Moderasi Beragama Cegah Indoktrinasi Paham Ekstrem di Perguruan Tinggi Umum

Illustrasi Foto (Direktorat PAI Kemenag)

Tangerang (Direktorat PAI) -- Dosen adalah aktor akademis yang super merdeka karena independensinya. Selain mencerminkan kebebasan akademik, hal ini juga dapat menjadi celah masuknya paham ekstrem pada oknum dosen. Untuk mencegah penyebaran doktrinasi paham ekstrem di perguruan tinggi inilah perlu Moderasi Beragama (MB).

Kepala Badan Litbang dan Diklat Kementerian Agama, Prof. Suyitno, mengungkapkan hal tersebut kala menyampaikan materi melalui layar virtual pada Training of Trainers Penguatan MB dan Pelatihan Penggerak Penguatan MB di Tangerang, Senin (24/7/2023).
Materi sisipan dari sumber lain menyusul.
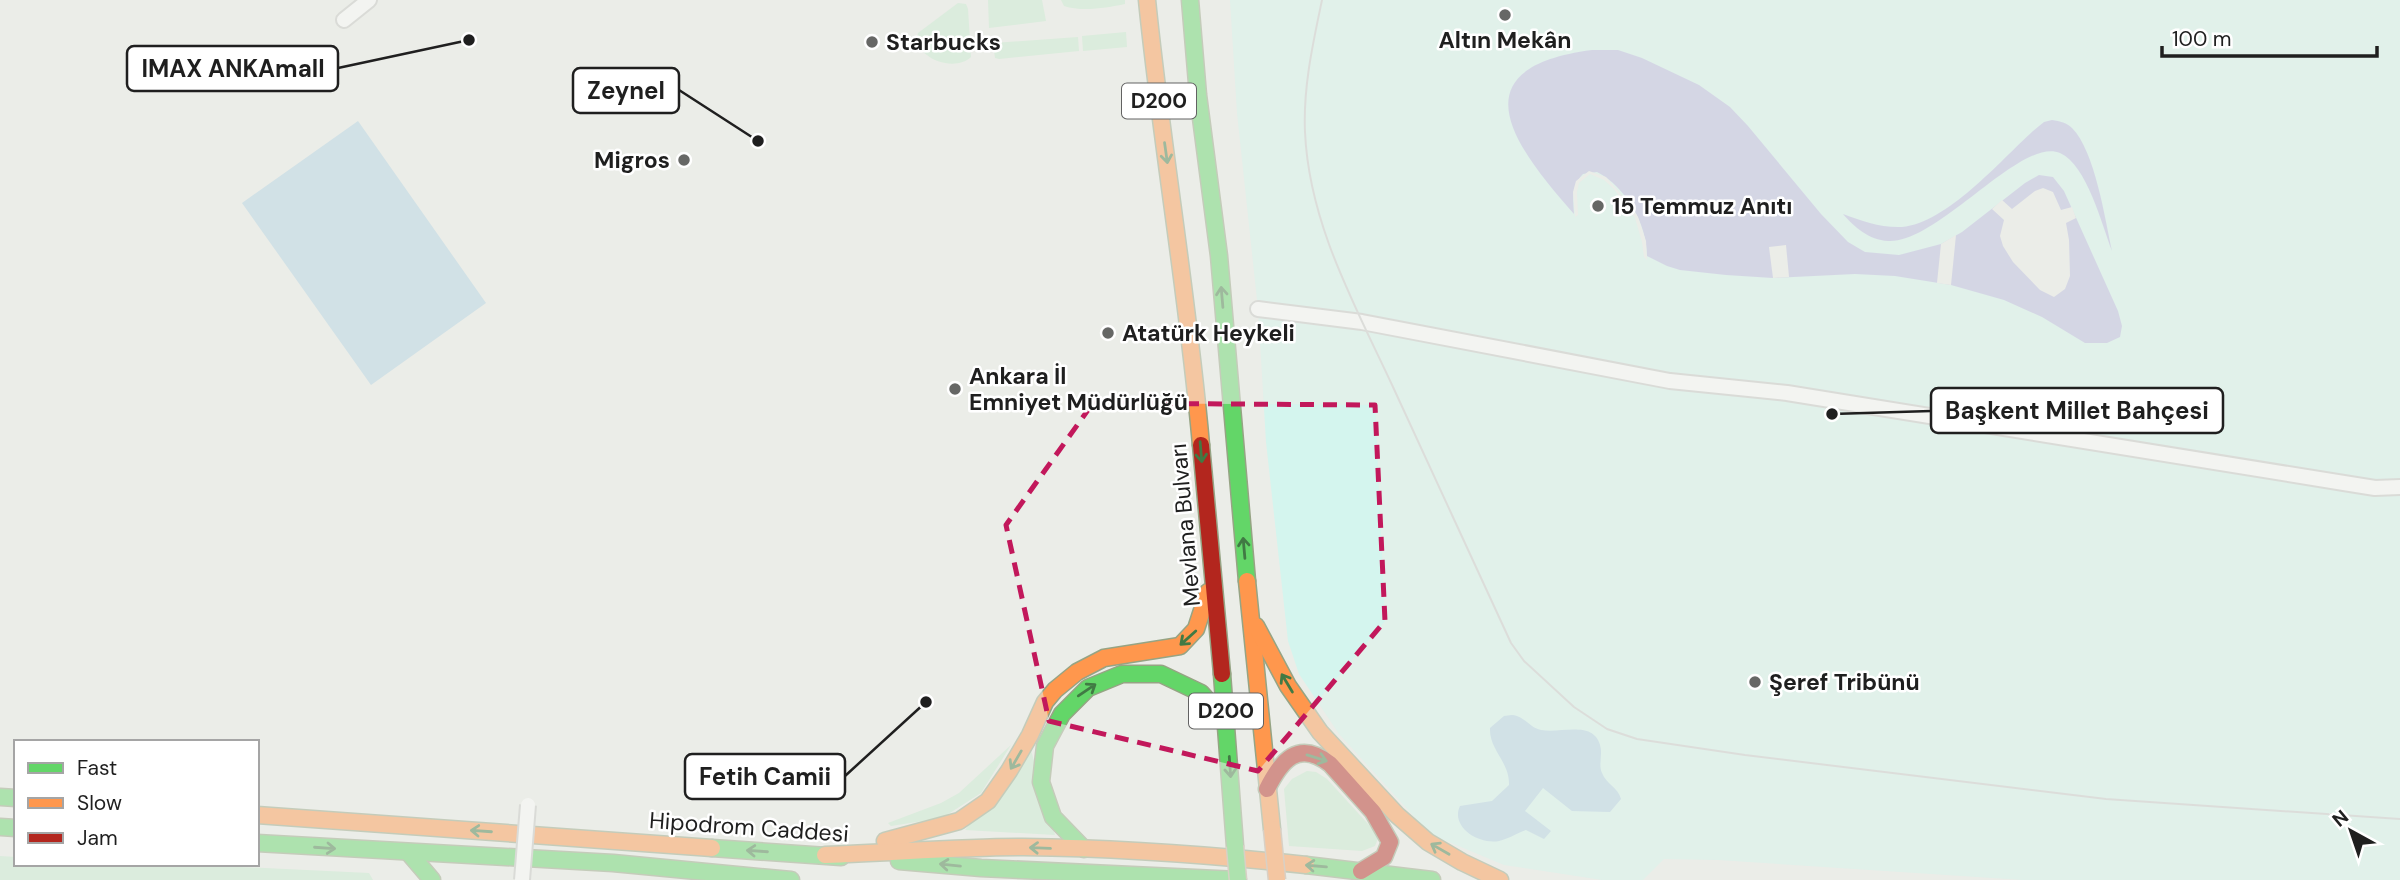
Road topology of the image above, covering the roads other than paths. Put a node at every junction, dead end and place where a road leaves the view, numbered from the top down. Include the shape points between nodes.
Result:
1 (369, 0) edge
2 (1190, 0) edge
3 (1200, 0) edge
4 (1147, 4) edge
5 (344, 20) dead end
6 (1198, 95) junction
7 (1258, 309) dead end
8 (2400, 487) edge
9 (1212, 577) junction
10 (1250, 616) junction
11 (1226, 721) junction
12 (1267, 789) junction
13 (528, 805) dead end
14 (259, 815) edge
15 (259, 843) edge
16 (1083, 849) junction
17 (409, 853) junction
18 (825, 855) junction
19 (613, 863) junction
20 (1362, 872) junction
21 (584, 877) dead end
22 (432, 880) edge
23 (522, 880) edge
24 (791, 880) edge
25 (1238, 880) edge
26 (1277, 880) edge
27 (1432, 880) edge
28 (1500, 880) edge

1 - 5 street
2 - 6 main road, D200
3 - 6 main road
4 -> 9 main road, Mevlana Bulvarı / D200 via 1192,344
10 -> 6 main road, D200 via 1219,257
7 - 8 street via 1362,322 1670,381 1787,393 2375,488
9 - 11 main road, Mevlana Bulvarı / D200
9 -> 18 main road via 1200,622 1189,640 1180,646 1104,658 1055,690 988,801 959,821
10 - 12 main road, D200
28 -> 10 main road via 1428,842 1397,816 1320,732 1288,686
16 -> 11 main road via 1053,820 1042,795 1041,762 1048,734 1083,690 1120,674 1151,673 1202,694
11 -> 25 main road, Mevlana Bulvarı / D200, bridge
12 -> 20 main road via 1287,758 1314,754 1328,761 1391,838 1383,858
12 - 26 main road, D200, bridge
13 - 23 street, bridge
18 -> 14 main road, Hipodrom Caddesi
15 -> 17 main road, Hipodrom Caddesi
16 -> 18 main road
20 -> 16 main road
17 - 19 main road, Hipodrom Caddesi
17 - 22 main road
25 -> 18 main road, Hipodrom Caddesi via 981,868
19 - 21 main road
19 - 24 main road, Hipodrom Caddesi
20 - 27 main road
Merujuk hasil riset Setara Institute, Suyitno menunjukkan adanya sejumlah perguruan tinggi yang mahasiswanya sudah terpapar radikalisme. “Terlepas data tersebut dapat diperdebatkan, namun ini bisa menjadi warning bagi warga kampus. Hasil riset Badan Litbang dan Diklat tahun 2022 pun menunjukkan kecenderungan yang sama. Untuk itulah, upaya memperkuat MB di kalangan perguruan tinggi menjadi penting dan tidak boleh berhenti,” ungkapnya.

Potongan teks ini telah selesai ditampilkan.